■ EXERCISE OBJECTIVE
Read the records beneath this task and copy every line that contains the string "roads".

■ DATA PROVIDED
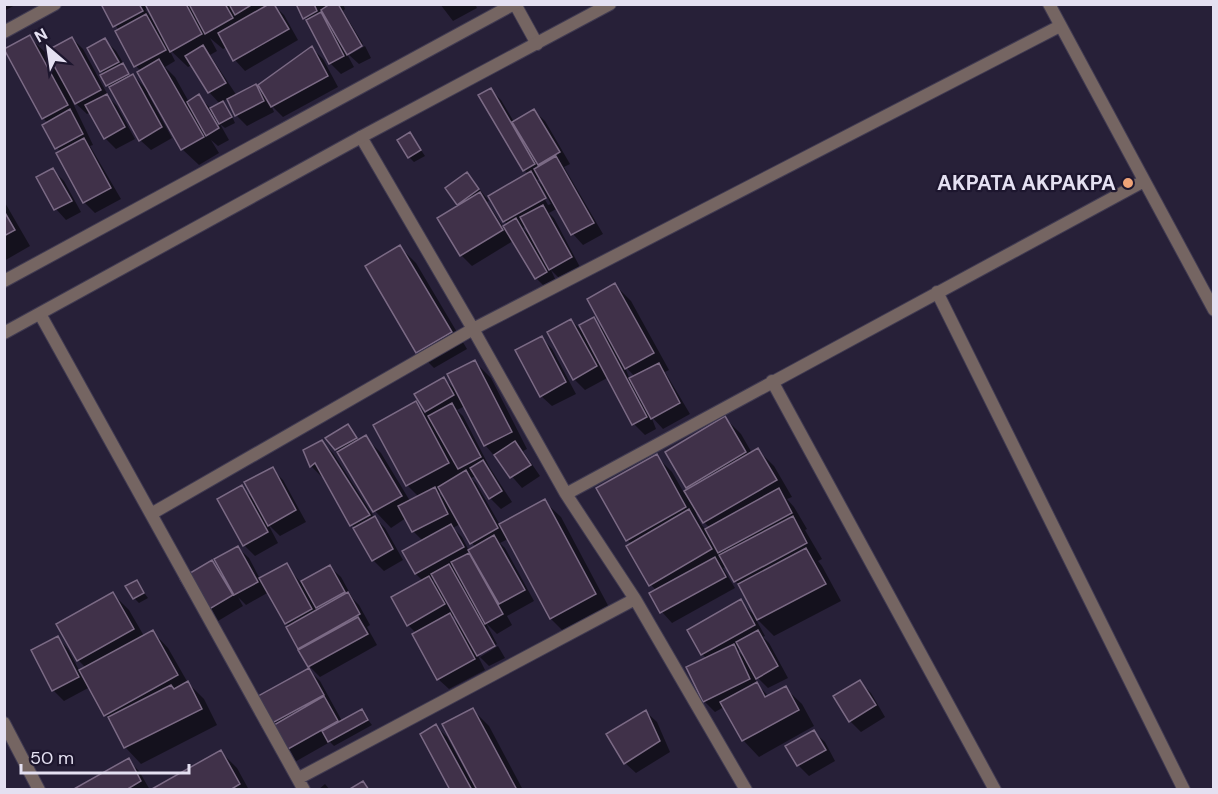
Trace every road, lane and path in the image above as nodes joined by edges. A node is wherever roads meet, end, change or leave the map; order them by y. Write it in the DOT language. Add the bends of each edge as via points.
graph roads {
  1 [pos="55,4"];
  2 [pos="515,4"];
  3 [pos="609,4"];
  4 [pos="1048,4"];
  5 [pos="1060,26"];
  6 [pos="4,32"];
  7 [pos="537,44"];
  8 [pos="361,137"];
  9 [pos="1144,181"];
  10 [pos="4,282"];
  11 [pos="937,292"];
  12 [pos="1214,310"];
  13 [pos="40,314"];
  14 [pos="473,329"];
  15 [pos="4,333"];
  16 [pos="771,381"];
  17 [pos="566,494"];
  18 [pos="152,514"];
  19 [pos="635,599"];
  20 [pos="4,723"];
  21 [pos="301,784"];
  22 [pos="744,786"];
  23 [pos="39,789"];
  24 [pos="730,789"];
  25 [pos="995,789"];
  26 [pos="1184,789"];
  1 -- 6 [label="street"];
  2 -- 7 [label="street"];
  2 -- 10 [label="street"];
  3 -- 7 [label="street"];
  4 -- 5 [label="street"];
  5 -- 9 [label="street"];
  5 -- 14 [label="street"];
  7 -- 8 [label="street"];
  8 -- 13 [label="street"];
  8 -- 14 [label="street"];
  9 -- 11 [label="street"];
  9 -- 12 [label="street"];
  11 -- 16 [label="street"];
  11 -- 26 [label="street"];
  13 -- 15 [label="street"];
  13 -- 18 [label="street"];
  14 -- 17 [label="street"];
  14 -- 18 [label="street"];
  16 -- 17 [label="street"];
  16 -- 25 [label="street"];
  17 -- 19 [label="street"];
  18 -- 21 [label="street"];
  19 -- 21 [label="street"];
  19 -- 22 [label="street"];
  20 -- 23 [label="street"];
  22 -- 24 [label="street"];
}
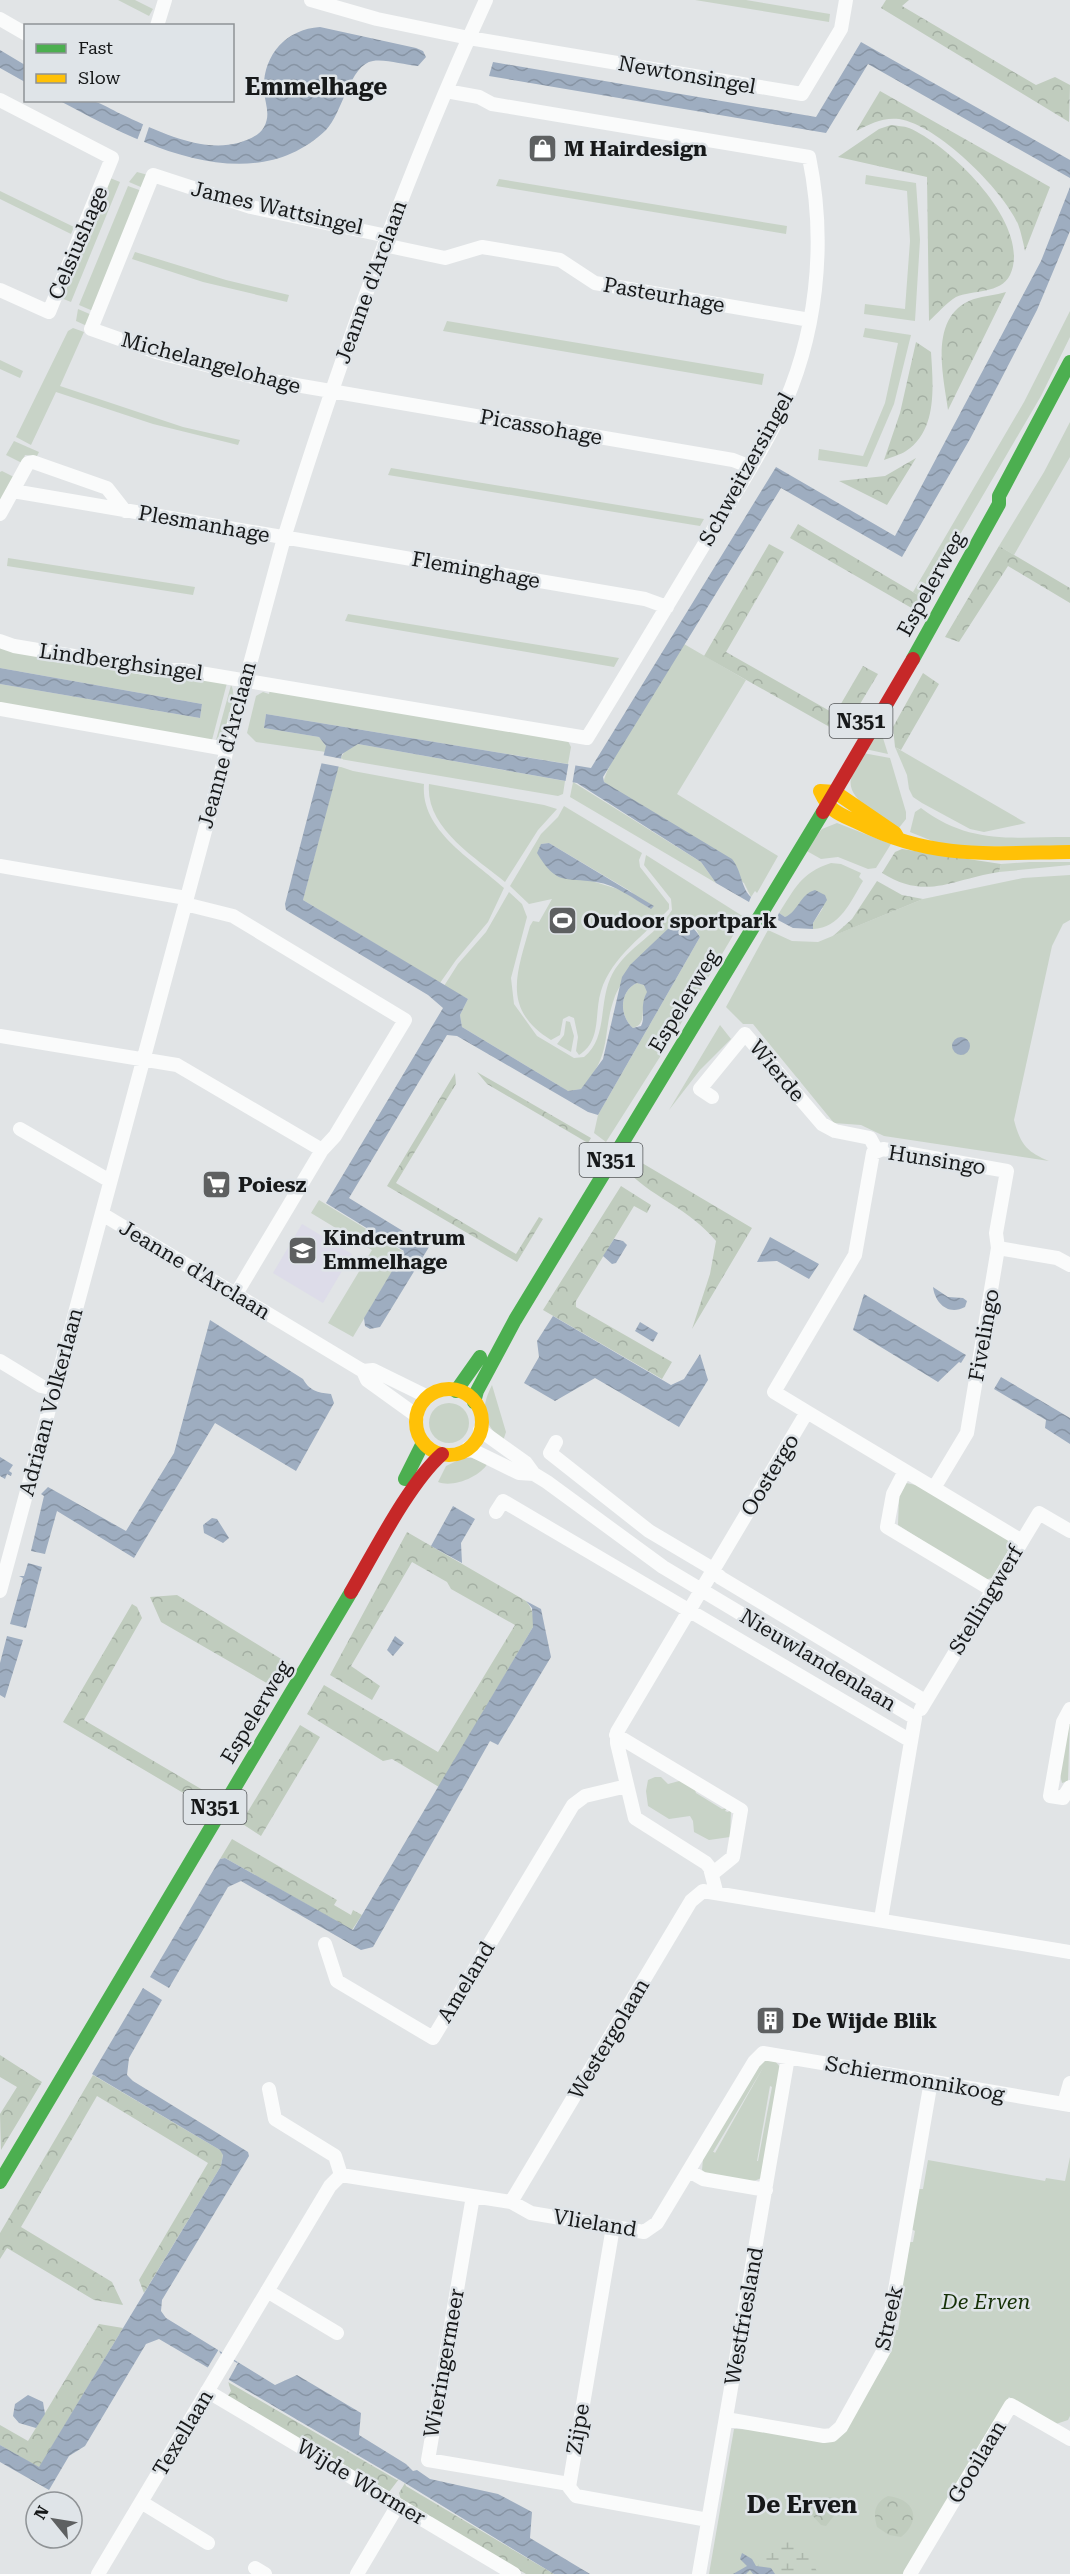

■ EXERCISE ANSWER
Trace every road, lane and path in the image above as nodes joined by edges. A node is wherever roads meet, end, change or leave the map; order them by y. Write it in the DOT language. Add the bends of each edge as via points.
graph roads {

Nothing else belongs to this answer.